The conservative government of Canadian Prime Minister Stephen Harper has been assiduously touting China as a vast new potential energy market for Canada’s hydrocarbon exports, most notably Alberta’s rising bitumen oil sands production.
How the citizens of the Canada’s Alberta province feel about Harper’s outreach to China, which is seeking to acquire Canadian energy assets, has been revealed in a recent survey by the China Institute of the University of Alberta.
Why the fuss?
Three months ago China’s State-owned China National Offshore Oil Corp. proposed buying Canada’s Nexen Inc., paying roughly $15.1 billion would for Nexen Inc.'s common and preferred shares. Nexen Inc., an oil and gas company based in Calgary, Alberta, has worldwide operations including the North Sea, Colombia, the Gulf of Mexico, and Alberta's Athabasca Oil Sands.

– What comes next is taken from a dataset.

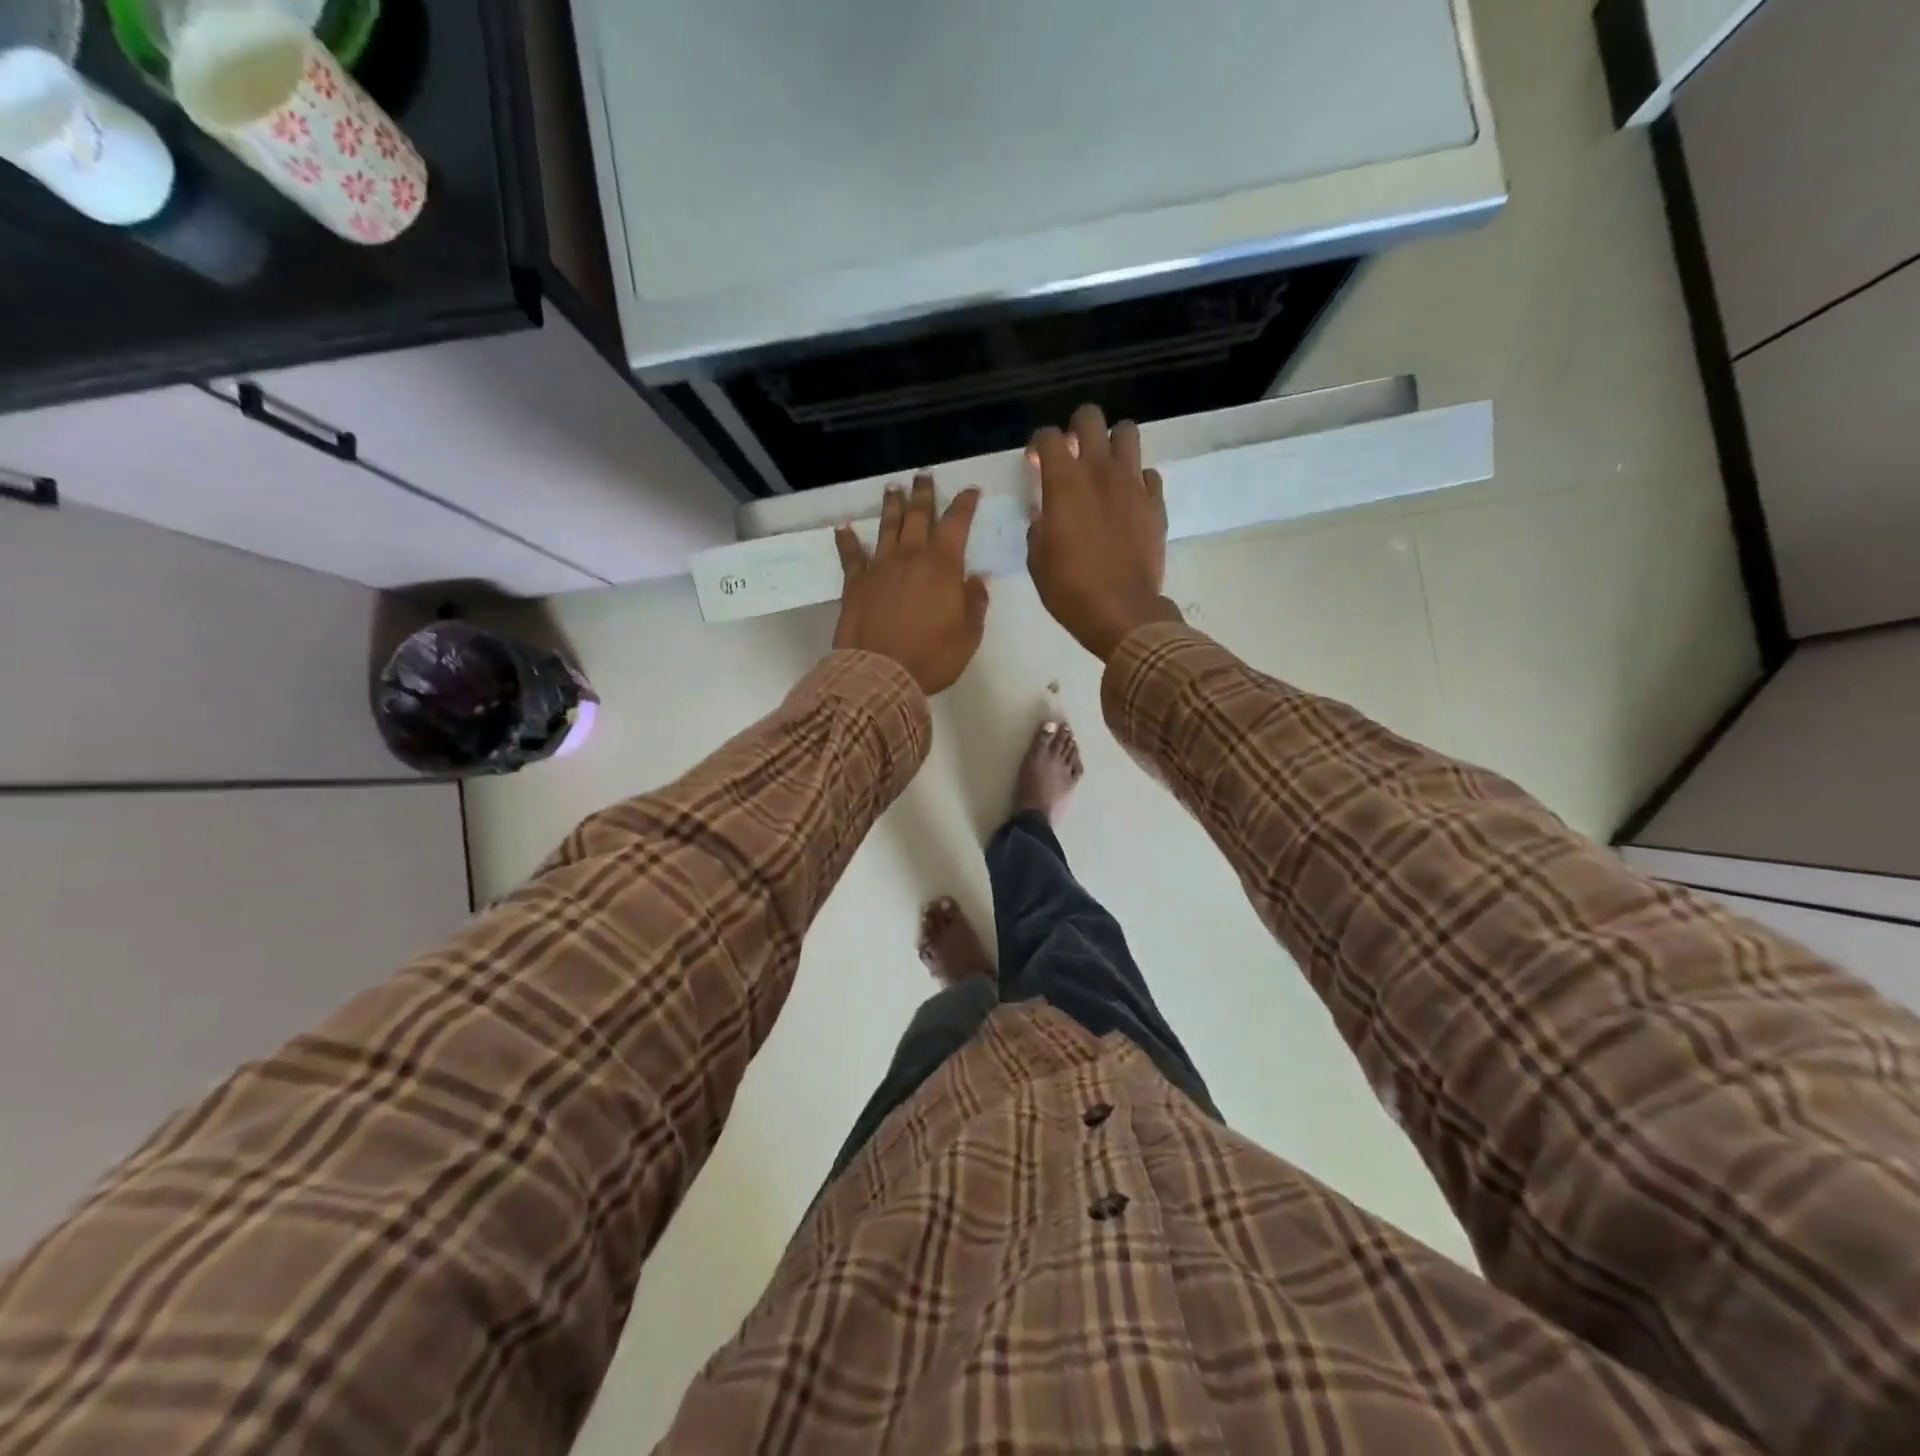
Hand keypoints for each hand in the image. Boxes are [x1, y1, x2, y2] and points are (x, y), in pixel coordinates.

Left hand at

In its second annual survey of Albertan public opinion, “2012 Annual Alberta Survey – Albertan’s views on China,” which polled 1,210 people, the Institute found that the province’s population’s views on China’s increasing regional influence are mixed at best. Harper recently acknowledged as much in response to a recent question in the House of Commons in Ottawa, with Harper admitting that that Chinese companies have been able to invest easily in Canada, while Canadian investments in China have been more difficult, telling his House of Commons audience in the capital Ottawa, “Canada has had a situation with the People’s Republic of China for some years where their investment has been virtually unrestricted here and we have had more difficulty with our investment there.”
And the survey?
According to the University of Alberta’s China Institute director Gordon Houlden, “They are opposed to the idea of full ownership by China and are also adverse to investments in Alberta by Chinese State-Owned enterprises, when you talk about Chinese SEO’s, the numbers are negative. It’s hard to know from the survey whether it’s just China or foreigners owning Albertan businesses. But clearly when you get to full ownership, or ownership by Chinese State Enterprises, the resistance to selling the properties (oil properties) starts to spike considerably. We’re a few weeks away from a federal decision on that sale, so this is now highly timely information. This is not by any means a blue print for action. It’s simply stock taking of the views of Albertans in the summer of this year, and on the positive side a solid majority of Albertans support selling Albertan oil to China.”
The essence of the survey?
“Questions concerning the issue of Chinese investment in Alberta, however, solicited more guarded responses. While Albertans are evenly split on the issue of whether partial ownership of an Alberta-based firm by Chinese investors is acceptable, they are decidedly opposed to the idea of full ownership, and are also largely adverse toward investment in Alberta by a Chinese state-owned enterprise (SOE).”
Speaking further about the poll, Houlden added that the numbers were much more extreme when it came to full ownership of Nexen by China, with only 15 per cent agreeing it would be acceptable, 64 per cent disagreeing and 21 per cent neither agreed nor disagreed, noting, "When it comes to investment, Albertans are on balance negative in their views. When it comes to full ownership, in particular, of Alberta-based companies by Chinese enterprises, it's seen as undesirable. On balance, it's a mix of positive negative. Albertans are quite conflicted in their views of China.”
Houlden is hardly uninformed, as he is a former Canadian diplomat who's been posted five times to China.
The Nexen-CNOOC deal is currently being evaluated by federal Industry Minister Christian Paradis, who conclude by 11 November whether the transaction is of "net benefit" to Canada.
CNOOC’s anxieties over approval of the contract have been heightened since Ottawa's surprise rejection on 19 October of Malaysian company Petronas' $6 billion proposed of Calgary-based natural gas producer Progress Energy Resources.
So, which will win out?
Rising Canadian xenophobic nationalism or Ottawa’s commitment to “free trade?”
The answer is currently unclear, to put it mildly.